Ask HN: How to get a small team off the ground remotely? - dynamic99
A group of friends and I won a pitch contest at our university and decided we want to pursue the idea and try to start development. However, break just started and I am struggling to decide what the best way to organize the team&#x2F;get started is, especially considering we are all over the US for the month.
======
DoreenMichele
You need a cloud based means to communicate and also a cloud based means to
start working on the project. There are various tools for doing that and you
might go through a few before you find a good fit.

For collaborating remotely, I use a lot of email, shared google docs, private
blogspot blogs where I can invite other authors and even Twitter. Of course,
Slack, Trello, Github and other tools are popular in the development
community. If possible, use something familiar. Trying to learn a new tool can
be a project in its own right. If it isn't critical to the success of the
project, don't do it. It just becomes a means to procrastinate.

If you have nothing, start with a design doc. If there are no roles assigned
yet, take the initiative. Set up a file, start a Google group or a Slack
channel, list goals and start hashing out who needs to do what.

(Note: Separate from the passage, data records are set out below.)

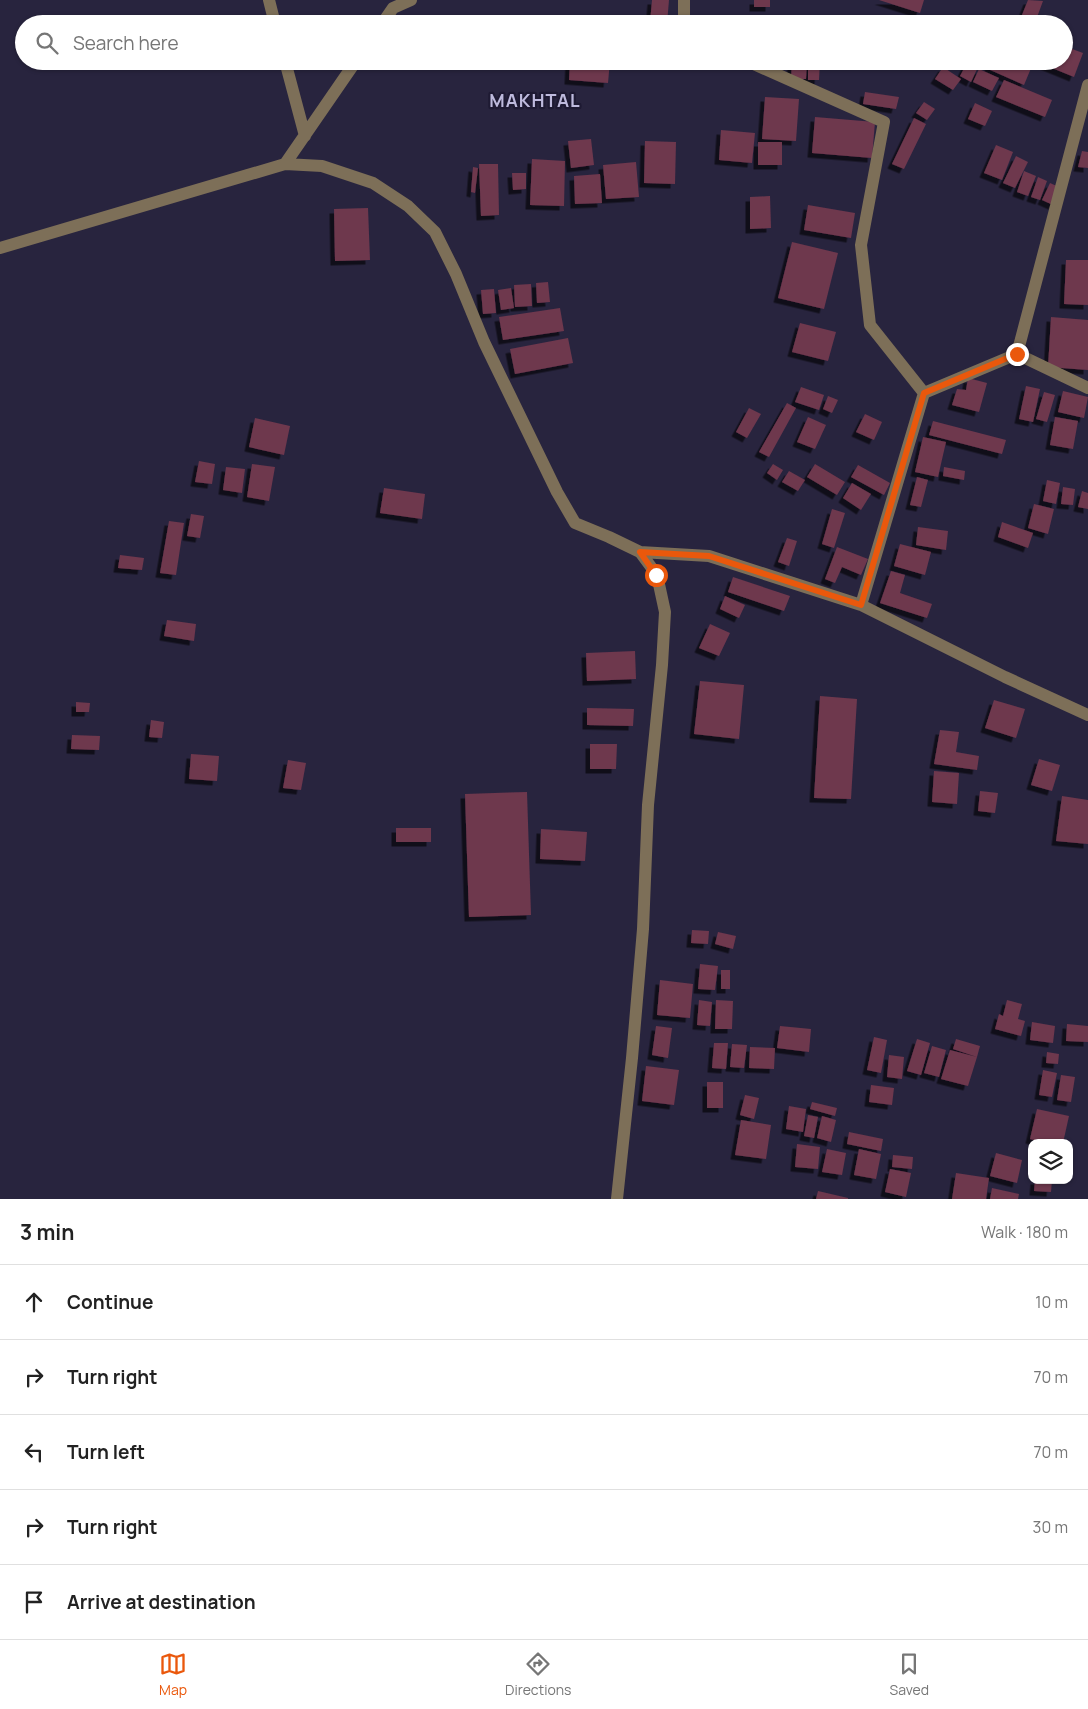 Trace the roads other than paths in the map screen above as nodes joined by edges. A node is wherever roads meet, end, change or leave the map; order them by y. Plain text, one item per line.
1 (269, 0) edge
2 (412, 0) edge
3 (684, 0) edge
4 (273, 15) edge
5 (388, 15) edge
6 (684, 15) edge
7 (287, 70) edge
8 (350, 70) edge
9 (767, 70) edge
10 (1088, 85) edge
11 (305, 136) junction
12 (285, 164) junction
13 (0, 248) edge
14 (1017, 354) junction
15 (1088, 388) edge
16 (924, 393) junction
17 (640, 552) junction
18 (861, 605) junction
19 (1088, 715) edge
20 (617, 1199) edge

1 - 4 street
2 - 5 street
3 - 6 street
7 - 11 street
8 - 11 street
9 - 16 street
10 - 14 street
11 - 12 street
12 - 13 street
12 - 17 street
14 - 15 street
14 - 16 street
16 - 18 street
17 - 18 street
17 - 20 street
18 - 19 street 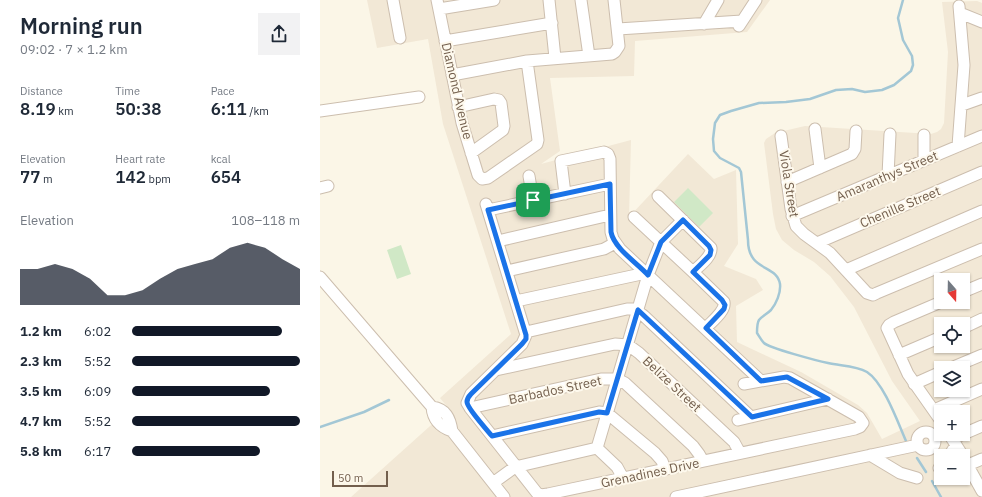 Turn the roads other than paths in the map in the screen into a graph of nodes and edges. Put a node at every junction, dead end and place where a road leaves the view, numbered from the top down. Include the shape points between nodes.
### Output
1 (393, 0) edge
2 (494, 0) edge
3 (549, 0) edge
4 (581, 0) edge
5 (614, 0) edge
6 (718, 0) edge
7 (756, 0) edge
8 (480, 1) edge
9 (438, 4) edge
10 (982, 22) edge
11 (552, 23) junction
12 (704, 24) junction
13 (618, 29) junction
14 (400, 38) dead end
15 (445, 41) junction
16 (589, 56) junction
17 (555, 58) junction
18 (527, 61) junction
19 (452, 75) junction
20 (419, 97) dead end
21 (982, 98) edge
22 (962, 105) junction
23 (458, 107) junction
24 (320, 111) edge
25 (815, 129) dead end
26 (856, 131) dead end
27 (890, 134) dead end
28 (924, 135) dead end
29 (781, 136) dead end
30 (982, 136) edge
31 (958, 146) junction
32 (471, 153) junction
33 (924, 160) junction
34 (820, 168) junction
35 (982, 172) edge
36 (888, 175) junction
37 (529, 176) dead end
38 (787, 182) junction
39 (610, 184) junction
40 (565, 194) junction
41 (658, 196) dead end
42 (533, 200) junction
43 (982, 211) edge
44 (610, 215) junction
45 (792, 216) junction
46 (634, 217) dead end
47 (683, 220) junction
48 (498, 241) junction
49 (661, 242) junction
50 (615, 243) junction
51 (817, 243) junction
52 (982, 249) edge
53 (846, 270) junction
54 (507, 271) junction
55 (693, 272) junction
56 (647, 274) junction
57 (320, 277) edge
58 (982, 284) edge
59 (970, 289) edge
60 (516, 301) junction
61 (934, 305) edge
62 (638, 310) junction
63 (982, 320) edge
64 (970, 325) edge
65 (706, 328) junction
66 (526, 332) junction
67 (934, 340) edge
68 (628, 345) junction
69 (899, 355) junction
70 (982, 355) edge
71 (968, 361) edge
72 (496, 370) junction
73 (934, 375) edge
74 (617, 379) junction
75 (761, 381) junction
76 (744, 384) dead end
77 (914, 384) junction
78 (982, 389) edge
79 (828, 399) junction
80 (945, 405) edge
81 (470, 408) junction
82 (934, 410) edge
83 (607, 413) junction
84 (752, 417) junction
85 (738, 420) dead end
86 (982, 426) edge
87 (970, 431) edge
88 (934, 435) edge
89 (492, 436) junction
90 (596, 448) junction
91 (740, 453) junction
92 (870, 455) junction
93 (970, 459) edge
94 (982, 459) edge
95 (703, 461) junction
96 (516, 467) junction
97 (970, 468) edge
98 (665, 470) junction
99 (623, 478) junction
100 (916, 478) dead end
101 (492, 483) junction
102 (982, 491) edge
103 (982, 495) edge
104 (504, 497) edge
105 (676, 497) edge
106 (978, 497) edge

1 - 14 street
2 - 8 street
3 - 11 street
4 - 16 street
5 - 13 street
6 - 12 street
7 - 12 street via 740,25
8 - 9 street
9 - 15 street, Diamond Avenue
10 - 22 street via 960,10 964,65
11 - 15 street
11 - 17 street
12 - 13 street
13 - 16 street via 618,49 612,54
15 - 19 street, Diamond Avenue
16 - 17 street
17 - 18 street
18 - 19 street
18 - 32 street, Diamond Avenue via 537,144 488,178 482,179 478,175
19 - 23 street, Diamond Avenue
20 - 24 street
21 - 22 street
22 - 31 street
23 - 32 street, Diamond Avenue
23 - 32 street via 494,99 499,100 501,104 503,130
25 - 34 street
26 - 34 street via 855,149 852,154
27 - 36 street
28 - 33 street
29 - 38 street, Viola Street
30 - 31 street, Amaranthys Street
31 - 33 street, Amaranthys Street
33 - 36 street, Amaranthys Street
34 - 38 street
35 - 51 street, Chenille Street
36 - 45 street, Amaranthys Street
37 - 42 street
38 - 45 street, Viola Street
39 - 40 street
39 - 40 street via 610,159 604,152 562,161
39 - 44 street
40 - 42 street
41 - 47 street
42 - 48 street via 487,207
43 - 53 street
44 - 48 street
44 - 50 street via 611,232
45 - 51 street, Viola Street via 796,226
46 - 49 street
47 - 49 street
47 - 55 street via 711,250 710,255
48 - 54 street
49 - 55 street
49 - 56 street
50 - 54 street via 604,249
50 - 56 street
51 - 53 street, Viola Street
52 - 53 street, Viola Street via 870,295
54 - 60 street
55 - 65 street via 725,305
56 - 60 street
56 - 62 street
56 - 65 street
57 - 101 street via 432,407 442,410 447,415 452,431
58 - 59 street
60 - 66 street
61 - 69 street via 887,327
62 - 66 street via 627,309
62 - 68 street
62 - 84 street
63 - 64 street
65 - 75 street
66 - 72 street via 526,339
67 - 69 street
68 - 72 street via 615,344
68 - 74 street
68 - 91 street, Belize Street via 734,442
69 - 77 street
70 - 71 street
72 - 81 street via 469,397 467,403
73 - 77 street
74 - 81 street, Barbados Street via 601,379
74 - 83 street
74 - 95 street, Barbados Street via 625,383 693,446
75 - 76 street
75 - 79 street via 787,377
77 - 82 street
78 - 80 street
79 - 84 street
79 - 91 street, Grenadines Drive via 858,416 863,423 860,427
81 - 89 street, Grenadines Drive
83 - 89 street via 599,412
83 - 90 street
83 - 98 street via 655,453
84 - 85 street
86 - 87 street
88 - 92 street via 924,433 919,436 918,445
89 - 96 street, Grenadines Drive
90 - 96 street
90 - 99 street via 617,466
91 - 95 street, Grenadines Drive
92 - 100 street via 900,473
92 - 105 street
93 - 94 street
95 - 98 street, Grenadines Drive
96 - 99 street, Grenadines Drive via 541,495
96 - 101 street
97 - 102 street
98 - 99 street, Grenadines Drive
101 - 104 street
103 - 106 street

You need a central repository. It does not have to be fancy. As your project
grows, layers of organization can be added as the need for such becomes clear.

Just start. No more excuses. Expect the first attempt to be ugly, bad and
stupid. Do it anyway.

Best.

------
SirLJ
Communicate! I am managing a team of highly qualified employees across the
country and I have booked every Wednesday from 2pm to 4 pm or more to discuss
not only work related items, but life , universe and everything... this really
creates a good bond in the team , so I would suggest do it even once a day if
needed...

OR just enjoy the vacation for a month and start when everyone is back, some
people just cannot be trusted to step up and work unsupervised
unfortunately...

------
hawksy
The following has worked marvellously for me. More than half of my team is
remote: 1) Sync up once in a day - at a fixed time - for a fixed duration,
with a clear agenda for every one to tell their plan for the day. 2) At EOD
every body share a two liner update on Asana.

------
Sevii
Gitlab/Github, slack and Skype or hangouts. These are the tools I use everyday
to handle coworkers in other offices on my projects.